I do not even know where to start. Is that okay?

Completely okay, and very common. Depression often blurs everything together so that naming the problem feels impossible. You do not need a tidy explanation or a plan before you begin. You can arrive with just a vague heaviness and no idea what is wrong, and Christina will help you gently make sense of it together, one small piece at a time, with no pressure to have it all worked out first.

How many sessions will I need?

There is no set number, because every person and every low patch is different. Some people feel steadier after a handful of conversations, while others value having ongoing support through a harder stretch, such as a long Tasmanian winter. Christina will never push you to keep booking. You stay in charge of the pace, and you can pause or stop whenever it feels right for you.

What if I feel too flat and tired to talk?

That is one of the most human parts of depression, and you are welcome to bring it into the room exactly as it is. You do not have to perform, be articulate or fill the silences. Some sessions are quiet and slow, and that is completely fine. Christina will meet your energy where it sits and let things unfold gently, rather than expecting you to arrive ready and bright.

Can online counselling really help me from home?

Yes. For many people, being in their own familiar space actually makes it easier to open up, especially when leaving the house feels like too much. Video and phone sessions offer the same warmth, focus and confidentiality as sitting in a room together, and they remove the cold drive, the parking and the winter dark. For regional Tasmanians in particular, it can be the difference between getting support and going without.

What if I am in crisis or not safe right now?

Counselling with Soul Counselling is not a crisis or emergency service. If you are in immediate danger or thinking about harming yourself, please call 000 now, or ring Lifeline any time on 13 11 14 for free, confidential support around the clock. There is no shame in reaching for urgent help. Once you are safe and steadier, Christina is here for the ongoing work whenever you are ready.

When you are ready, start softly

Book a free 15-minute assessment, no card and no obligation, just a quiet chance to see whether this feels right for you.

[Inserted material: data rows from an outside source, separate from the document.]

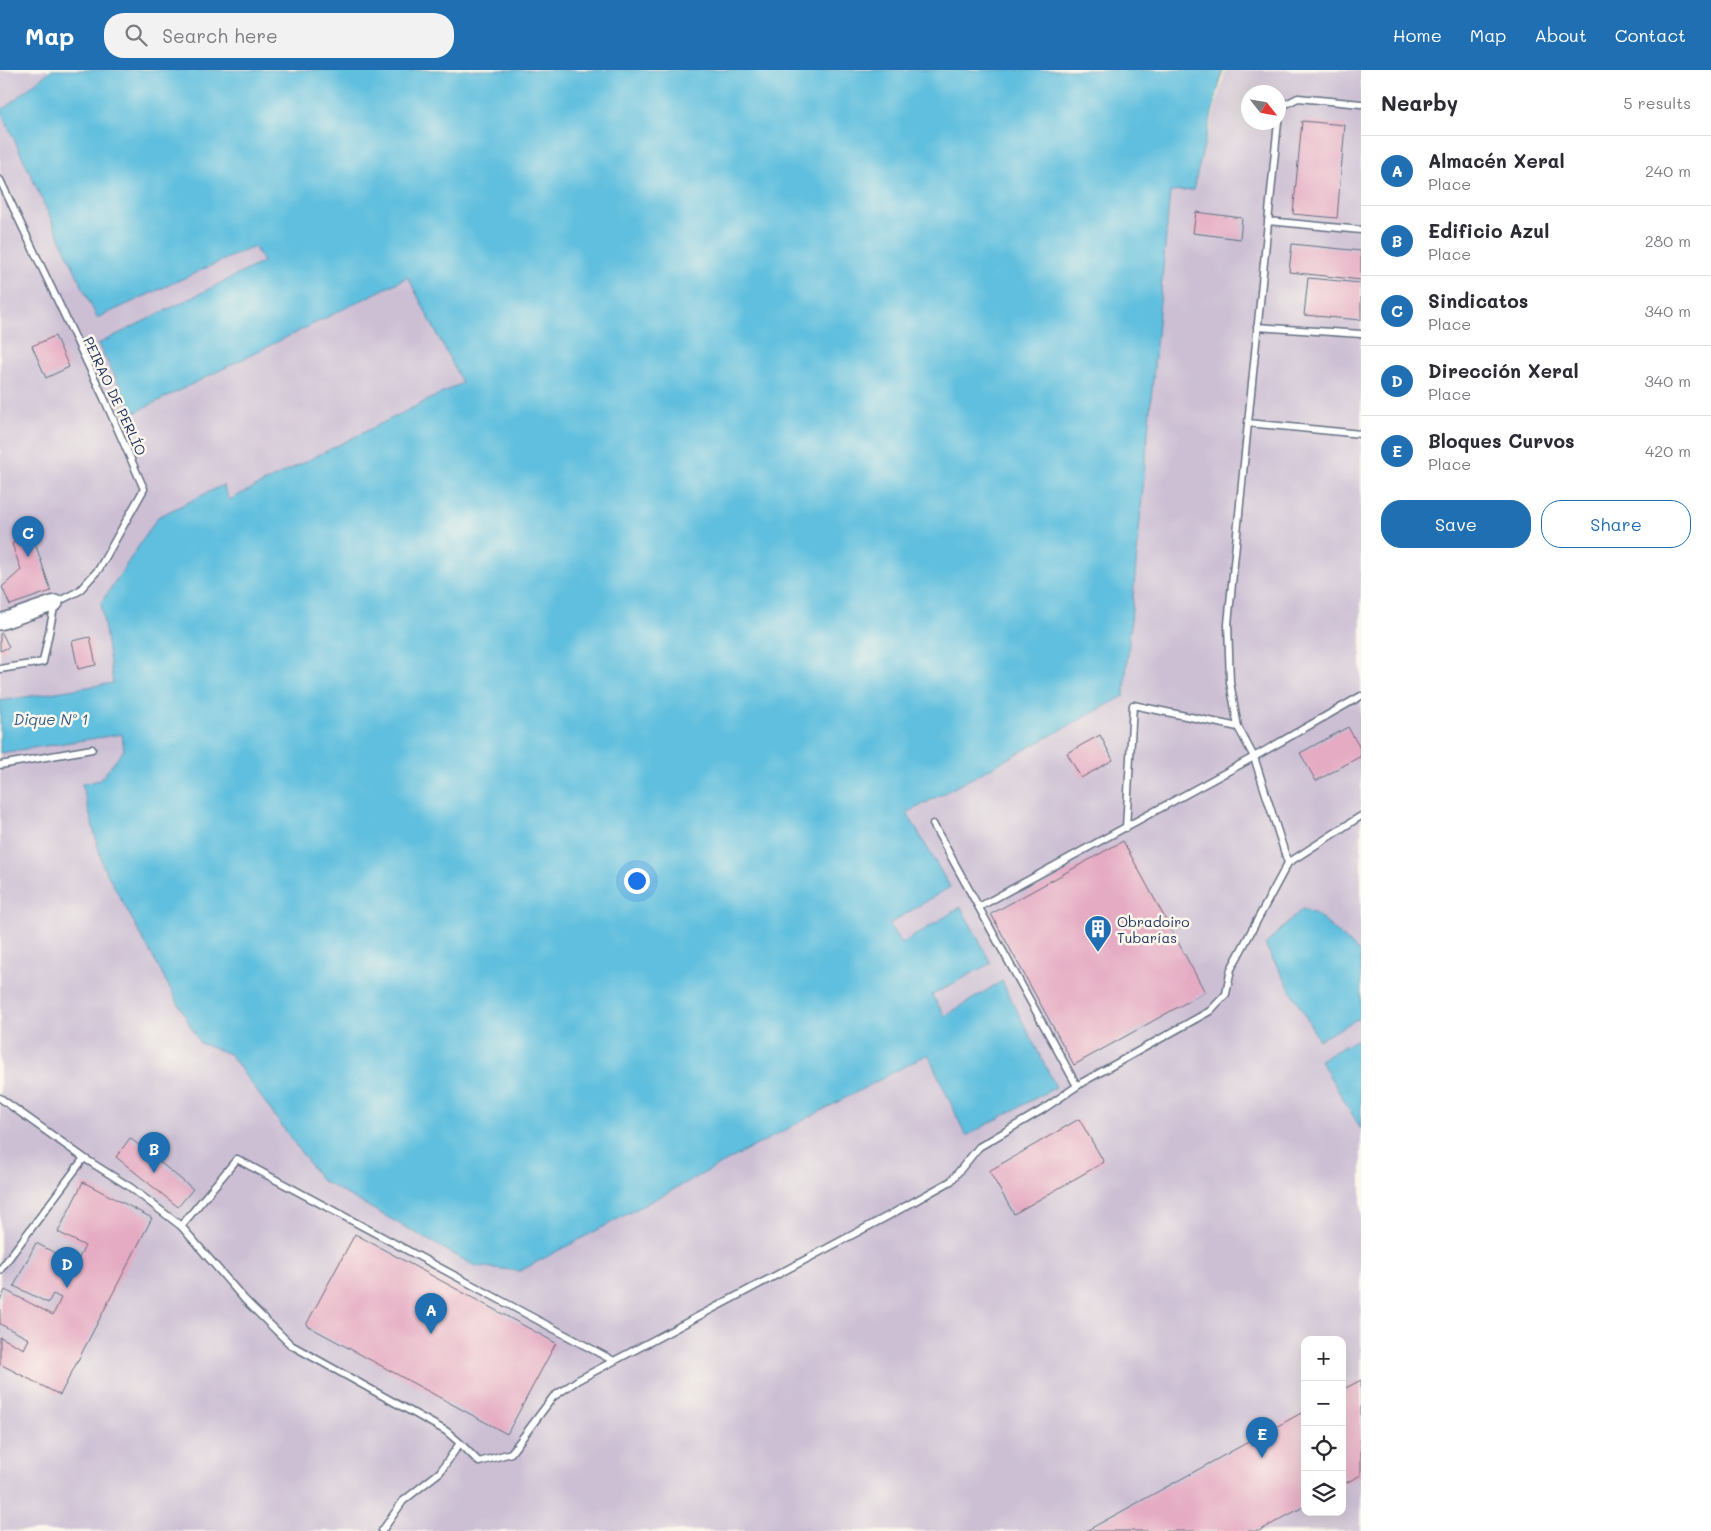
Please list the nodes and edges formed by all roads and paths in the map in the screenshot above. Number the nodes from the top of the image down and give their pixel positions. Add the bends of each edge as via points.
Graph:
1 (1286, 104) edge
2 (1361, 104) edge
3 (1277, 130) edge
4 (0, 180) edge
5 (1268, 221) junction
6 (1361, 230) edge
7 (1257, 327) junction
8 (1361, 334) edge
9 (1248, 423) junction
10 (1361, 434) edge
11 (55, 603) junction
12 (0, 622) edge
13 (0, 669) edge
14 (1361, 696) edge
15 (1238, 727) junction
16 (92, 749) dead end
17 (1254, 757) junction
18 (0, 765) edge
19 (1361, 816) edge
20 (933, 824) dead end
21 (1126, 828) junction
22 (1288, 863) junction
23 (979, 908) junction
24 (1077, 1086) junction
25 (0, 1098) edge
26 (84, 1158) junction
27 (181, 1226) junction
28 (0, 1270) edge
29 (614, 1361) junction
30 (460, 1444) junction
31 (382, 1531) edge

1 - 2 lane via 1298,98
3 - 5 lane
4 - 11 lane, PEIRAO DE PERLÍO via 144,489 99,569 79,591
5 - 6 lane
5 - 7 lane
7 - 8 lane
7 - 9 lane
9 - 10 lane
9 - 15 lane via 1228,624 1230,682
11 - 12 street
11 - 13 lane via 43,662
14 - 17 lane
15 - 17 lane
15 - 21 lane via 1133,705
16 - 18 lane
17 - 21 lane
17 - 22 lane
19 - 22 lane
20 - 23 lane
21 - 23 lane
22 - 24 lane via 1231,969 1226,994 1210,1011
23 - 24 lane
24 - 29 lane via 979,1147 951,1181
25 - 26 lane
26 - 27 lane
26 - 28 lane
27 - 29 lane via 236,1159
27 - 30 lane via 245,1300 292,1345 431,1422
29 - 30 lane via 553,1397 512,1453 478,1462
30 - 31 lane via 440,1472 403,1501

Book your free 15-minute assessment →
Prefer to talk first? Call 0479 144 561

Depression support across Hobart

Why depression can hit differently in Hobart and Tasmania

Hobart is the country’s coldest, darkest and most southern capital, and the long grey winters with their very short days genuinely press down on mood for a lot of people here. On top of that, statewide mental health services are stretched thin and waits can be long, which leaves many Tasmanians sitting with it far longer than they should. For regional Tasmanians facing a long winding drive just to reach a room, the barrier is even higher.

  • You are in the CBD, Battery Point or Sandy Bay and feel yourself fading as the daylight shrinks each winter.
  • You live in Glenorchy, Kingston or across the eastern shore around Clarence and want support without the trek and the waitlist.
  • You are in regional Tasmania and a long cold drive to a counsellor has felt like too much on top of everything else.
  • You want somewhere private to talk in a small city where anonymity can feel hard to come by.

Sessions are held online and by phone across Hobart and all of Australia. You can also explore all Hobart counselling services.

Private support through the dark months

Real privacy, from your own lounge room

In a place as close-knit as Hobart, being seen walking into a clinic can be enough to stop someone reaching out at all. Working online quietly removes that worry. There is no waiting room, no bumping into a neighbour, and no need to explain yourself to anyone but Christina.

You meet a qualified counsellor from wherever you feel safest, warm at home while the weather closes in outside. Sessions move at your pace, and you do not have to arrive full of energy or with the right words ready. Turning up flat, tired and unsure is a perfectly good place to begin.